There’s Barney on-screen, scrambling around in a kilt. Bleeding from head wounds. Slaying a cheetah-woman. Emitting unexpected objects. Scaling the walls of New York’s Guggenheim Museum like a rock climber at Joshua Tree. There’s a five-Chrysler demolition derby in the lobby of New York’s Chrysler building and a harness race of horses that decay as they gallop, complete with visible ribs and dripping glop.
A plot? Not in any conventional sense -- although when the dentist’s chair comes into view, you know nothing good is about to happen. When an intermission arrives, more than a dozen in the invited audience make for the exits.
But the man in the front row need not worry. Barney -- who wrote, directed, starred in and co-produced this work as part of five-installment film cycle -- has been a darling of the contemporary art world since his first solo show in 1992 at the Stuart Regen Gallery (now Regen Projects) in Los Angeles. Though many see him as a filmmaker, Barney considers himself primarily a sculptor, marrying objects with narratives.
Now there’s a Barney retrospective on at the uptown New York Guggenheim following well-received shows in Cologne and Paris. New York Times chief art critic Michael Kimmelman has labeled him “the most important American artist of his generation.” Those who stuck with the Creative Artists Agency screening included an admiring Jeremy Strick, director of the Museum of Contemporary Art.

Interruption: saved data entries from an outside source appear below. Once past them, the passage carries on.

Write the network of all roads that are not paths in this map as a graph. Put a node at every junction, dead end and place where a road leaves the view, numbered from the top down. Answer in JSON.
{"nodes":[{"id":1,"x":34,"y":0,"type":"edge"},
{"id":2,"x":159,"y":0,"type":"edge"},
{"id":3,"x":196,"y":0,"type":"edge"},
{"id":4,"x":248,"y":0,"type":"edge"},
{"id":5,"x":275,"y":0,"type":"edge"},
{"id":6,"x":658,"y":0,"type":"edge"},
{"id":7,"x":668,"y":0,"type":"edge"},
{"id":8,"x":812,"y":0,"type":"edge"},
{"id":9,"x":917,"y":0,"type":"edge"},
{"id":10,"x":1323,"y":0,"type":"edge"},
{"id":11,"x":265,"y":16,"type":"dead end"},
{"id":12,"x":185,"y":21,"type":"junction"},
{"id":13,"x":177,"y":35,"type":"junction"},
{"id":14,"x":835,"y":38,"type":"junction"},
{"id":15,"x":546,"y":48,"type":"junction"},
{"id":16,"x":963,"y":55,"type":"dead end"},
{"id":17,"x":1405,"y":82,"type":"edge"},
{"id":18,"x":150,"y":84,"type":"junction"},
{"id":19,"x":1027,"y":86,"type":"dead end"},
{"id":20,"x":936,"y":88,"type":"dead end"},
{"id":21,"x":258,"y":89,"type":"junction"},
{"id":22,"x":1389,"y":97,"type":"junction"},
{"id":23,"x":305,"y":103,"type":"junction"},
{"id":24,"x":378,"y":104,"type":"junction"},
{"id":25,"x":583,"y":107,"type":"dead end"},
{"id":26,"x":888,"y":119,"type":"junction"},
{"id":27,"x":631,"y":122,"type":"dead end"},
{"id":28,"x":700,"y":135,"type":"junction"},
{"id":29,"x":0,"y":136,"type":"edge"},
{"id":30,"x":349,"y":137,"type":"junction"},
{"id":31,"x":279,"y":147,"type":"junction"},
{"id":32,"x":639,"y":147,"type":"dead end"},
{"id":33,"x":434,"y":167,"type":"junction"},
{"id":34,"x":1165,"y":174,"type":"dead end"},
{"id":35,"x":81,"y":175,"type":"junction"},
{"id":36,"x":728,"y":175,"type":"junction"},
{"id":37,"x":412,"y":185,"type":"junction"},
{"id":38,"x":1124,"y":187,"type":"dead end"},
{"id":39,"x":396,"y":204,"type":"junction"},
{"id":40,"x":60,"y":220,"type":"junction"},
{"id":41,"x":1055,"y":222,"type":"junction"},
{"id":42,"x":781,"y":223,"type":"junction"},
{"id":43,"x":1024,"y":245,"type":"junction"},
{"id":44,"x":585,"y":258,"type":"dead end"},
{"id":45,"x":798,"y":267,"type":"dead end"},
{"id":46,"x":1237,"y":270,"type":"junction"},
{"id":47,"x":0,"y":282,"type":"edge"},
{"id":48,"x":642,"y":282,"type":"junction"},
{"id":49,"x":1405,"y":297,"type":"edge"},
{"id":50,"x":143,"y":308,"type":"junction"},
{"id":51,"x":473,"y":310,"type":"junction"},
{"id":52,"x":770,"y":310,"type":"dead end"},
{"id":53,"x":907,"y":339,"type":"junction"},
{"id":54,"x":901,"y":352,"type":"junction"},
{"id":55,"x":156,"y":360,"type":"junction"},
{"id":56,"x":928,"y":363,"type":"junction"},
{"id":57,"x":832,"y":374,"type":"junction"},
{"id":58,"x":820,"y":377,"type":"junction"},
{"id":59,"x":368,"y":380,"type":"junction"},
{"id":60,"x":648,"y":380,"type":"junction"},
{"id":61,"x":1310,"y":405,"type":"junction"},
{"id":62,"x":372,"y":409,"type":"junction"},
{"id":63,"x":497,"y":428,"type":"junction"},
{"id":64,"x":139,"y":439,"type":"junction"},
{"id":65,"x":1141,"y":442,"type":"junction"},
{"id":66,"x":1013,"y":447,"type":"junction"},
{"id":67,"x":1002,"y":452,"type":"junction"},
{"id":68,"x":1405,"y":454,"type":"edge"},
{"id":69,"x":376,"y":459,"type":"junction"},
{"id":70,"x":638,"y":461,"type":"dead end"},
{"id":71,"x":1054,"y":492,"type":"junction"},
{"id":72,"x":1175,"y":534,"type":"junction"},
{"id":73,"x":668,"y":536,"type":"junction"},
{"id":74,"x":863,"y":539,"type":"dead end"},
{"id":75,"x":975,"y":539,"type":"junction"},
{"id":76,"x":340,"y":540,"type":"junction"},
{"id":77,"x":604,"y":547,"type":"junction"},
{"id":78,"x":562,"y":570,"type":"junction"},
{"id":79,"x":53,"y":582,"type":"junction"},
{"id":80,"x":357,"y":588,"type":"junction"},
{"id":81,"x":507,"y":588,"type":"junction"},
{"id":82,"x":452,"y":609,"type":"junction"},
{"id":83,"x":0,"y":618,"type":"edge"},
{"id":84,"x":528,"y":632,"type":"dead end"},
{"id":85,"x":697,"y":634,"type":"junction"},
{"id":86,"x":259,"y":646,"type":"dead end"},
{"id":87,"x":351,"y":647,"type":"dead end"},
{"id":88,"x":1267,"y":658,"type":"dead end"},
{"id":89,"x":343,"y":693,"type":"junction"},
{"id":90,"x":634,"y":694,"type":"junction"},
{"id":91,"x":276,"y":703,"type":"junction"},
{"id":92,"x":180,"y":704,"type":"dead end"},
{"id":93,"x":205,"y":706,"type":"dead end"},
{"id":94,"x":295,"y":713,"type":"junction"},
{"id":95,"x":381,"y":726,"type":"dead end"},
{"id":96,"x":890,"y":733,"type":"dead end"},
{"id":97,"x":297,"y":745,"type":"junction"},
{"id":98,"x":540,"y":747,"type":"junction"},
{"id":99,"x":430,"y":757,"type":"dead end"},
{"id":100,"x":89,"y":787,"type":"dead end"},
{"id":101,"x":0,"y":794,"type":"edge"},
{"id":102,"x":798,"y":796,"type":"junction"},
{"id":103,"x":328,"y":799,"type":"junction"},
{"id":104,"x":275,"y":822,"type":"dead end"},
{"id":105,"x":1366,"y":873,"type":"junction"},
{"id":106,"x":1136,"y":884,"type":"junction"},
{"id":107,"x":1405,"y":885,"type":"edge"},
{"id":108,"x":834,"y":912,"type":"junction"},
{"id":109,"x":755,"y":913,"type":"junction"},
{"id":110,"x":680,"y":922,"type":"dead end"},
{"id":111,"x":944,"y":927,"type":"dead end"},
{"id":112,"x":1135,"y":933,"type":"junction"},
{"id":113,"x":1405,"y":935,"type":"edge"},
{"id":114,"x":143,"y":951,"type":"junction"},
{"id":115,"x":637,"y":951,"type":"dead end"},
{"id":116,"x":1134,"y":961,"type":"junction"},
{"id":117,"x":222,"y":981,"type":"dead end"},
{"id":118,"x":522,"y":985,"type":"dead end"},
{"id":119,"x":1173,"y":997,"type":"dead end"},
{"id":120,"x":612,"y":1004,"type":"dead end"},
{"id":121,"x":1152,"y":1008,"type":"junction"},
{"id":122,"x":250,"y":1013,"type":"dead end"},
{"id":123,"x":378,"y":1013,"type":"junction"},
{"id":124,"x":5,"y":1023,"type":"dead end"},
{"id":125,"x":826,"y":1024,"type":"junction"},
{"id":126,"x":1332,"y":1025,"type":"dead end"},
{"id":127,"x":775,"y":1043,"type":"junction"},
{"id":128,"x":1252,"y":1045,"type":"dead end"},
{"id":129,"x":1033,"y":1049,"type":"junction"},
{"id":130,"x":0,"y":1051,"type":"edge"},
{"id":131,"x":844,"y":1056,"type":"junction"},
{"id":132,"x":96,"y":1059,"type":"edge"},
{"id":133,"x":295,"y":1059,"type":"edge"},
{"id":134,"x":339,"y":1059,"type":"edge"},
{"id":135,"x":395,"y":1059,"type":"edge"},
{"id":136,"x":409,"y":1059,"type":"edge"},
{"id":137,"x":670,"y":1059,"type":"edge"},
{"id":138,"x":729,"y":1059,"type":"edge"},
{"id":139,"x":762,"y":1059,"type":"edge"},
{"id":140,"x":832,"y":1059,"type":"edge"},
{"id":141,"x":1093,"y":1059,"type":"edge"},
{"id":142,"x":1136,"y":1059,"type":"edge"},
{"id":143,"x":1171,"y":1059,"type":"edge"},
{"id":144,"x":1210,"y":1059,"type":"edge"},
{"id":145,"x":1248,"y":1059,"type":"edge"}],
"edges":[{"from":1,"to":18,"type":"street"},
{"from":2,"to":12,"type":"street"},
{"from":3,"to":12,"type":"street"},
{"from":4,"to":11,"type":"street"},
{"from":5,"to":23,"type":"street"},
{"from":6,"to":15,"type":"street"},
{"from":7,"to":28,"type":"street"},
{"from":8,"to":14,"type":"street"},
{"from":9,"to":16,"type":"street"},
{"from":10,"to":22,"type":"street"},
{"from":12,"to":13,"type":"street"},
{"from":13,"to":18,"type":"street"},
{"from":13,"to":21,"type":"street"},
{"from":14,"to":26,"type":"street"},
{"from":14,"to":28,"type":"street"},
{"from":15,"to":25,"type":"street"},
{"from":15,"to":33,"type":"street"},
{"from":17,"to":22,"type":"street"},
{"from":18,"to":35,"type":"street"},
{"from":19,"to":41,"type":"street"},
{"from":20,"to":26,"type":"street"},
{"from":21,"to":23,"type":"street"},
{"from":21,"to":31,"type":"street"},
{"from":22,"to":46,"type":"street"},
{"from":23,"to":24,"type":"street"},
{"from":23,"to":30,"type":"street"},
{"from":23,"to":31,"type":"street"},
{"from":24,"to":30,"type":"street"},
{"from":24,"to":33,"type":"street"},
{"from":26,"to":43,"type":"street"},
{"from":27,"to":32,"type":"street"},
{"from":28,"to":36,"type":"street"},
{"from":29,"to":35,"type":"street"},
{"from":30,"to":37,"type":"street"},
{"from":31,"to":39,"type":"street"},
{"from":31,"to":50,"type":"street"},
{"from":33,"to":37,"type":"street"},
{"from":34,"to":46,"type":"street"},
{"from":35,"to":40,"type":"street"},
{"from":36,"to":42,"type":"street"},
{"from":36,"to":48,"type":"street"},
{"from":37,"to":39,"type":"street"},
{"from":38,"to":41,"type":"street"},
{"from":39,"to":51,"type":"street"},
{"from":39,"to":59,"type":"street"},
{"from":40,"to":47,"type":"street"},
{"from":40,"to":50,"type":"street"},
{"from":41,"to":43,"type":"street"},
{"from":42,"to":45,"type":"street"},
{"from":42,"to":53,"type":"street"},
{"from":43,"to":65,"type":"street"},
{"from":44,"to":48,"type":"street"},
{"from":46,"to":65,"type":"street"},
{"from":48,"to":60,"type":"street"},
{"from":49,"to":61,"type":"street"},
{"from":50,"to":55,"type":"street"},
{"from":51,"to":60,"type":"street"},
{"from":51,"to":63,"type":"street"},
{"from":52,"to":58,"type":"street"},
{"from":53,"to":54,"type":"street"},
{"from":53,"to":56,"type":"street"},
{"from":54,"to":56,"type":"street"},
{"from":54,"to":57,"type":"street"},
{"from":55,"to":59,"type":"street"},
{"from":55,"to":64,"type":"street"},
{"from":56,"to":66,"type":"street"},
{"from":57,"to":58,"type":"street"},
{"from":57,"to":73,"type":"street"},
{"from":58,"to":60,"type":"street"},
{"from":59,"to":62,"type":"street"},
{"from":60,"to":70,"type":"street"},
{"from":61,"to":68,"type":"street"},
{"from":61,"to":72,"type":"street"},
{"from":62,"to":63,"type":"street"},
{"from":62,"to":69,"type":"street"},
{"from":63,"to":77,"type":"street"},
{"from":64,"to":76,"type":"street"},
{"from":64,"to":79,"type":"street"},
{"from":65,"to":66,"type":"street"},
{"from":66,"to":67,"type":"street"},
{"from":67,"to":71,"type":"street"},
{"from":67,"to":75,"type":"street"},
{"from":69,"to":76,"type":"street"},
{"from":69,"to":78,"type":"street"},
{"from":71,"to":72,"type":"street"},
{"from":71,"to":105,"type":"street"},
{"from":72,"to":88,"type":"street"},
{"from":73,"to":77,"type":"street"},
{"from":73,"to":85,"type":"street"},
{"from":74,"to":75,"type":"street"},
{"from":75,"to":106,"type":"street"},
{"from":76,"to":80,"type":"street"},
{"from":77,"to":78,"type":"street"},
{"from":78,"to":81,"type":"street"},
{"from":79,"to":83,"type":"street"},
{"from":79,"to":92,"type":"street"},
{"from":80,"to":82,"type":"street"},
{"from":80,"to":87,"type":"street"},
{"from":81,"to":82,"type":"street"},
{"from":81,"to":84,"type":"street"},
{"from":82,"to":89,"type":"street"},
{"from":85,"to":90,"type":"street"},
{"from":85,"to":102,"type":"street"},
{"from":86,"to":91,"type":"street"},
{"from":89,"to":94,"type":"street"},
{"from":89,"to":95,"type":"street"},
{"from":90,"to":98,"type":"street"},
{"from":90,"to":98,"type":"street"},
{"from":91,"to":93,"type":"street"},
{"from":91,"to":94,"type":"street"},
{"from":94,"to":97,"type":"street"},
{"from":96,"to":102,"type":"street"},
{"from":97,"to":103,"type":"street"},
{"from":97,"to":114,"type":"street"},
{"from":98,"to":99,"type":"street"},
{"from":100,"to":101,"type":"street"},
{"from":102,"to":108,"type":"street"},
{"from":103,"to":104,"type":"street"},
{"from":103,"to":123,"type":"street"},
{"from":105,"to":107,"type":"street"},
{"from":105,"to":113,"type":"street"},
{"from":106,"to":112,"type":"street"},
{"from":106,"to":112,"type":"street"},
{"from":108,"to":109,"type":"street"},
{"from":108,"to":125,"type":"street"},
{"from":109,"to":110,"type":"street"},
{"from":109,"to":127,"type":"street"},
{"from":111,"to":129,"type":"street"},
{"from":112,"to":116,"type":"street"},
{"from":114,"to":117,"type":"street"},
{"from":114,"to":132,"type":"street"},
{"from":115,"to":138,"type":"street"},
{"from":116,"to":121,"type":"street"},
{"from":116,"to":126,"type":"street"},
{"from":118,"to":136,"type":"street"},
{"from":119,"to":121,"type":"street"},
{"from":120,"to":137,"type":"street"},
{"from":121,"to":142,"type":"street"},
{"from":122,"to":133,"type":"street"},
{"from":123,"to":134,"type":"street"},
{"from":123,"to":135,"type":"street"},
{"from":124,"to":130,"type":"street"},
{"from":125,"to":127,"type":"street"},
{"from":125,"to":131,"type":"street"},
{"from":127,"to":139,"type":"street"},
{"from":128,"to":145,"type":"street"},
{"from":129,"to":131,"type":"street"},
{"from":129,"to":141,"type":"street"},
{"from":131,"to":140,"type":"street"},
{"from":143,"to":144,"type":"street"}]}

That’s not to suggest, however, that critics and curators claim to entirely understand what Barney is doing. In reviews, the word “hermetic” turns up again and again, as do professions of awe at the sustained energy that Barney has poured into a project that’s ultimately, and aggressively, about ambiguity.
“Cremaster 3" -- which will have its West Coast premiere May 16 at the Nuart Theatre on Santa Monica Boulevard in Los Angeles -- is the centerpiece installment of Barney’s “Cremaster Cycle,” which he began at age 25. Though production values have gradually improved, the cycle features virtually no dialogue, an elliptical narrative, often-excruciating pacing and a soundtrack that tends to slip from melody into mesmeric drone. (The Nuart will screen “Cremaster 3" and the other installments May 16 to 29.)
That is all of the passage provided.